In 1843, McCaul was appointed rector of St James Duke's Place, London. In 1844 he became prebendary of St Paul's Cathedral, and in 1847 declined Archbishop William Howley's offer of one of the new colonial bishoprics. In 1850 he became rector of the united parish of St Magnus-the-Martyr. When the sittings of Convocation were revived in 1852, McCaul was elected proctor for the London clergy, and represented them for the rest of his life. At first strongly opposed to the revival of the ancient powers of convocation, he modified his views and worked with the High Church party, opposing the relaxation of the subscription to the 39 articles.

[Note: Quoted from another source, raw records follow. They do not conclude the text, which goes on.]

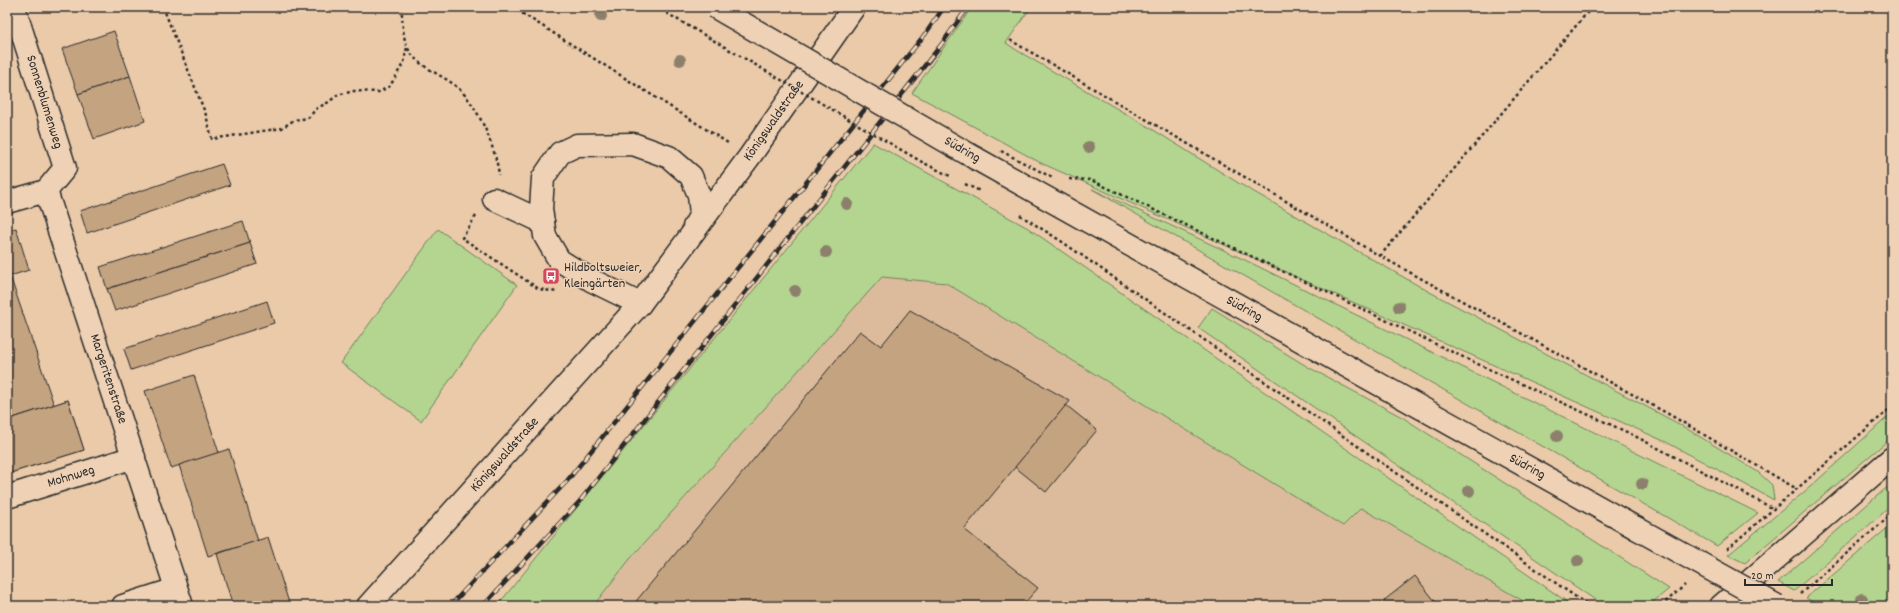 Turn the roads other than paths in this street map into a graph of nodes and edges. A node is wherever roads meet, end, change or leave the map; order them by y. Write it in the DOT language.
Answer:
graph roads {
  1 [pos="14,7"];
  2 [pos="715,7"];
  3 [pos="854,7"];
  4 [pos="46,191"];
  5 [pos="494,199"];
  6 [pos="7,202"];
  7 [pos="543,222"];
  8 [pos="691,234"];
  9 [pos="640,304"];
  10 [pos="134,458"];
  11 [pos="1892,458"];
  12 [pos="7,497"];
  13 [pos="179,597"];
  14 [pos="123,606"];
  15 [pos="368,606"];
  16 [pos="1721,606"];
  17 [pos="1777,606"];
  1 -- 4 [label="street, Sonnenblumenweg"];
  2 -- 17 [label="street, Südring, bridge"];
  3 -- 8 [label="street, Königswaldstraße"];
  4 -- 6 [label="street"];
  4 -- 10 [label="street, Margeritenstraße"];
  5 -- 7 [label="street"];
  7 -- 8 [label="street, Königswaldstraße"];
  7 -- 9 [label="street, Königswaldstraße"];
  8 -- 9 [label="street, Königswaldstraße"];
  9 -- 15 [label="street, Königswaldstraße"];
  10 -- 12 [label="street, Mohnweg"];
  10 -- 13 [label="street, Margeritenstraße"];
  11 -- 16 [label="street"];
  13 -- 14 [label="street"];
} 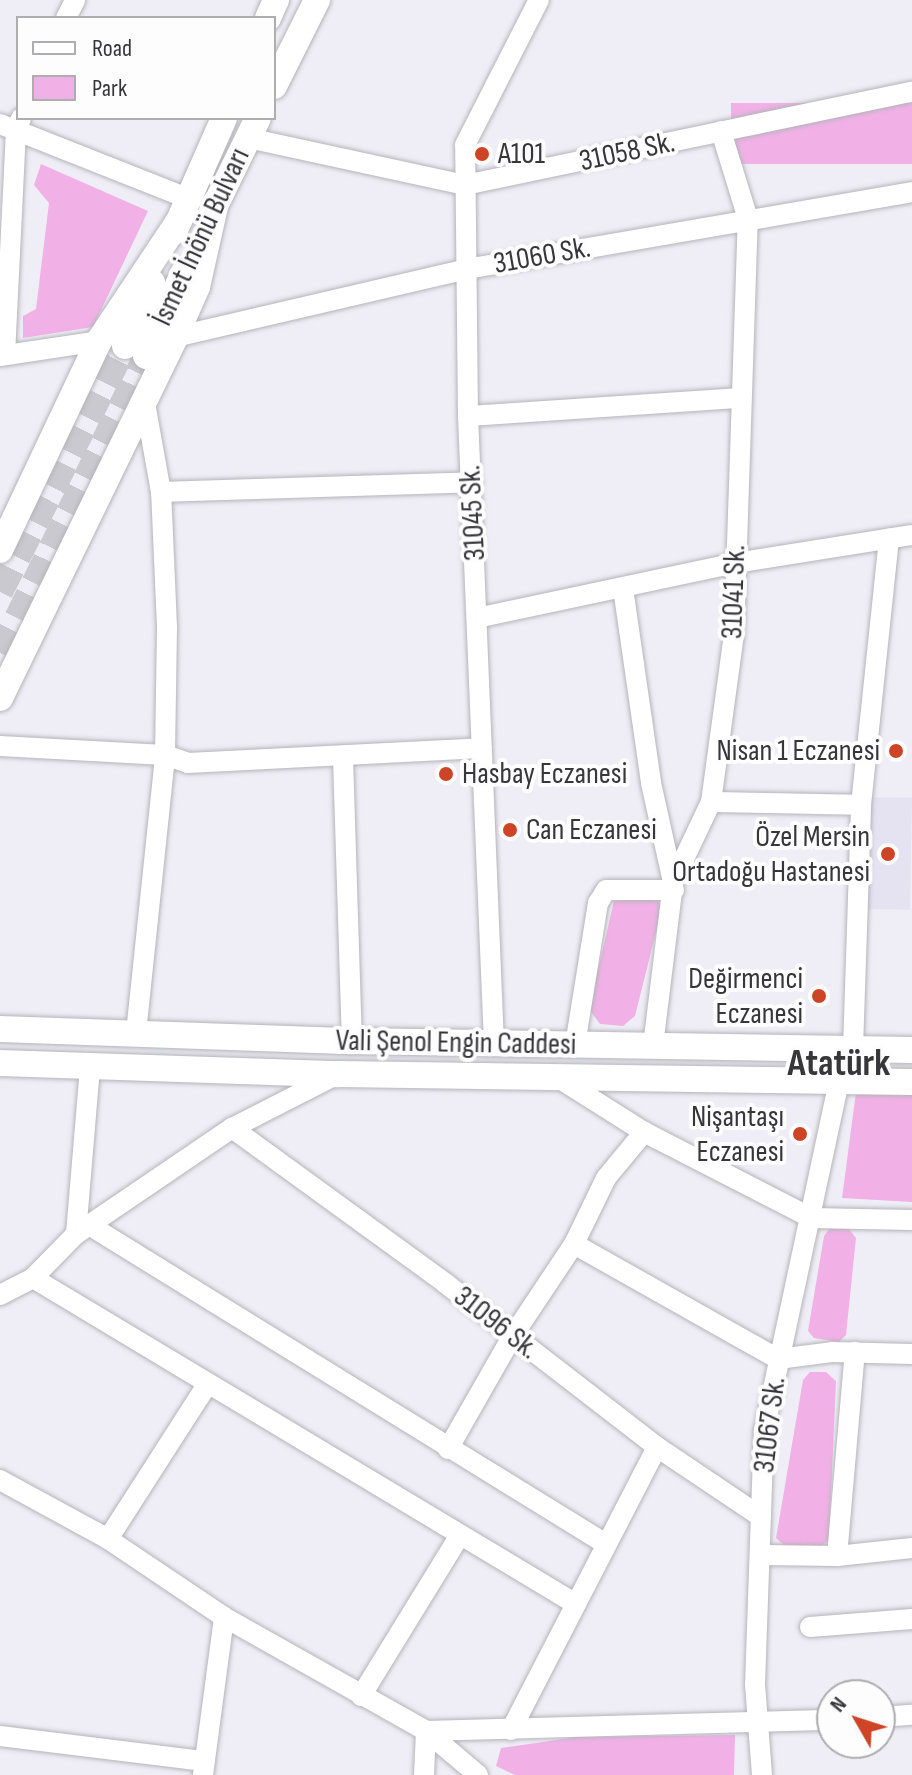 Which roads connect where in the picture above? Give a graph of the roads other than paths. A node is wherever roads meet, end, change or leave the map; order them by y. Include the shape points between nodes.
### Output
1 (317, 0) edge
2 (539, 0) edge
3 (276, 82) edge
4 (912, 92) edge
5 (223, 120) edge
6 (12, 124) edge
7 (253, 128) edge
8 (721, 131) junction
9 (465, 185) junction
10 (912, 192) edge
11 (216, 202) junction
12 (185, 209) junction
13 (748, 219) junction
14 (6, 227) edge
15 (467, 269) junction
16 (175, 337) junction
17 (123, 348) junction
18 (3, 356) edge
19 (738, 398) junction
20 (145, 403) junction
21 (468, 416) junction
22 (472, 482) junction
23 (161, 492) junction
24 (912, 535) edge
25 (889, 538) junction
26 (0, 550) edge
27 (735, 563) junction
28 (623, 588) junction
29 (477, 618) junction
30 (0, 698) edge
31 (0, 746) edge
32 (482, 748) junction
33 (165, 755) junction
34 (343, 758) junction
35 (711, 802) junction
36 (861, 805) junction
37 (674, 886) junction
38 (0, 1029) edge
39 (136, 1033) junction
40 (352, 1041) junction
41 (494, 1044) junction
42 (575, 1045) junction
43 (653, 1046) junction
44 (853, 1049) junction
45 (912, 1050) edge
46 (0, 1063) edge
47 (90, 1066) junction
48 (338, 1074) junction
49 (553, 1075) junction
50 (839, 1081) junction
51 (912, 1082) edge
52 (232, 1128) junction
53 (644, 1132) junction
54 (811, 1218) junction
55 (912, 1220) edge
56 (82, 1229) junction
57 (574, 1244) junction
58 (33, 1278) junction
59 (0, 1295) edge
60 (512, 1337) junction
61 (855, 1352) junction
62 (912, 1354) edge
63 (778, 1359) junction
64 (207, 1385) junction
65 (657, 1447) junction
66 (448, 1449) junction
67 (0, 1480) edge
68 (761, 1517) junction
69 (460, 1535) junction
70 (108, 1539) junction
71 (606, 1544) junction
72 (912, 1548) edge
73 (760, 1555) junction
74 (837, 1556) junction
75 (576, 1604) junction
76 (224, 1617) junction
77 (912, 1619) edge
78 (810, 1627) dead end
79 (361, 1696) junction
80 (816, 1721) edge
81 (758, 1725) junction
82 (511, 1730) junction
83 (426, 1731) junction
84 (0, 1736) edge
85 (204, 1768) edge
86 (424, 1775) edge
87 (478, 1775) edge
88 (762, 1775) edge

1 - 3 main road
2 - 9 street, 31045 Sk. via 465,145
4 - 8 street, 31058 Sk.
5 - 12 main road, İsmet İnönü Bulvarı
6 - 12 street
6 - 14 street
7 - 9 street, 31058 Sk.
7 - 11 main road, İsmet İnönü Bulvarı
8 - 9 street, 31058 Sk.
8 - 13 street, 31041 Sk.
9 - 15 street, 31045 Sk.
10 - 13 street, 31060 Sk.
11 - 16 main road via 197,287
11 - 17 main road, İsmet İnönü Bulvarı
12 - 17 main road, İsmet İnönü Bulvarı
13 - 15 street, 31060 Sk.
13 - 19 street, 31041 Sk.
14 - 18 street
15 - 16 street, 31060 Sk.
15 - 21 street, 31045 Sk.
16 - 20 main road
17 - 18 street
17 - 26 main road
19 - 21 street
19 - 27 street, 31041 Sk.
20 - 23 street
20 - 30 main road
21 - 22 street, 31045 Sk.
22 - 23 street
22 - 29 street, 31045 Sk.
23 - 33 street
24 - 25 street
25 - 27 street
25 - 36 street
27 - 28 street
27 - 35 street, 31041 Sk. via 734,635
28 - 29 street
28 - 37 street via 651,783
29 - 32 street, 31045 Sk.
31 - 33 street
32 - 34 street
32 - 41 street, 31045 Sk.
33 - 34 street via 188,763
33 - 39 street
34 - 40 street
35 - 36 street
35 - 37 street, 31041 Sk.
36 - 44 street
37 - 42 street via 606,890 598,903
37 - 43 street, 31041 Sk.
38 - 39 main road, Vali Şenol Engin Caddesi
39 - 40 main road, Vali Şenol Engin Caddesi
40 - 41 main road, Vali Şenol Engin Caddesi
41 - 42 main road, Vali Şenol Engin Caddesi
42 - 43 main road, Vali Şenol Engin Caddesi
43 - 44 main road, Vali Şenol Engin Caddesi
44 - 45 main road, Vali Şenol Engin Caddesi
46 - 47 main road, Vali Şenol Engin Caddesi
47 - 48 main road, Vali Şenol Engin Caddesi
47 - 56 street
48 - 49 main road, Vali Şenol Engin Caddesi
48 - 52 street
49 - 50 main road, Vali Şenol Engin Caddesi
49 - 53 street
50 - 51 main road, Vali Şenol Engin Caddesi
50 - 54 street, 31067 Sk.
52 - 56 street
52 - 60 street, 31096 Sk.
53 - 54 street
53 - 57 street via 606,1178
54 - 55 street
54 - 63 street, 31067 Sk.
56 - 58 street
56 - 66 street
57 - 60 street
57 - 63 street
58 - 59 street
58 - 64 street
60 - 65 street, 31096 Sk.
60 - 66 street
61 - 62 street
61 - 63 street
61 - 74 street
63 - 68 street, 31067 Sk. via 764,1431
64 - 69 street
64 - 70 street
65 - 68 street, 31096 Sk.
65 - 71 street
66 - 71 street
67 - 70 street
68 - 73 street, 31067 Sk.
69 - 75 street
69 - 79 street
70 - 76 street
71 - 75 street
72 - 74 street
73 - 74 street
73 - 81 street, 31067 Sk.
75 - 82 street
76 - 79 street
76 - 85 street
77 - 78 street
79 - 83 street
80 - 81 street
81 - 82 street
81 - 88 street, 31067 Sk.
82 - 83 street
83 - 86 street
83 - 87 street
84 - 85 street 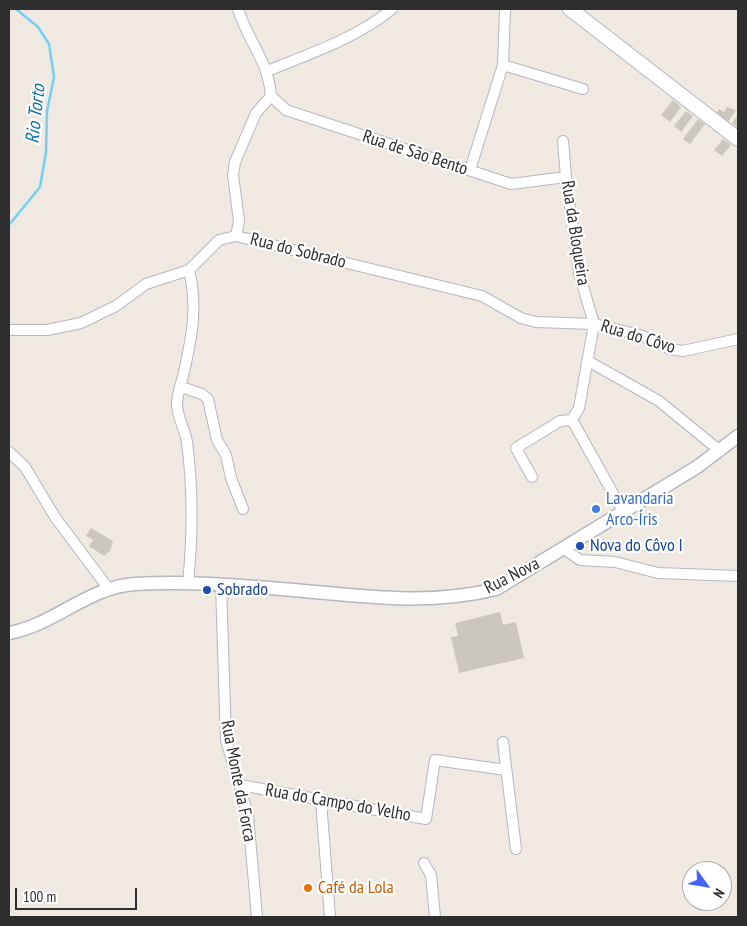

McCaul died at the rectory, St Magnus-the-Martyr, near London Bridge, on 13 November 1863. He is buried in the City of London Cemetery in the north-east of the city.

Works
McCaul's major works:

 Plain Sermons on subjects Practical and Prophetic (1840).
 A Hebrew Primer (1844).
 Warburtonian Lectures (1st ser. 1846; 2nd ser. 1852).
 Rationalism, and the Divine Interpretation of Scripture (1850).
 The Old Paths (1854).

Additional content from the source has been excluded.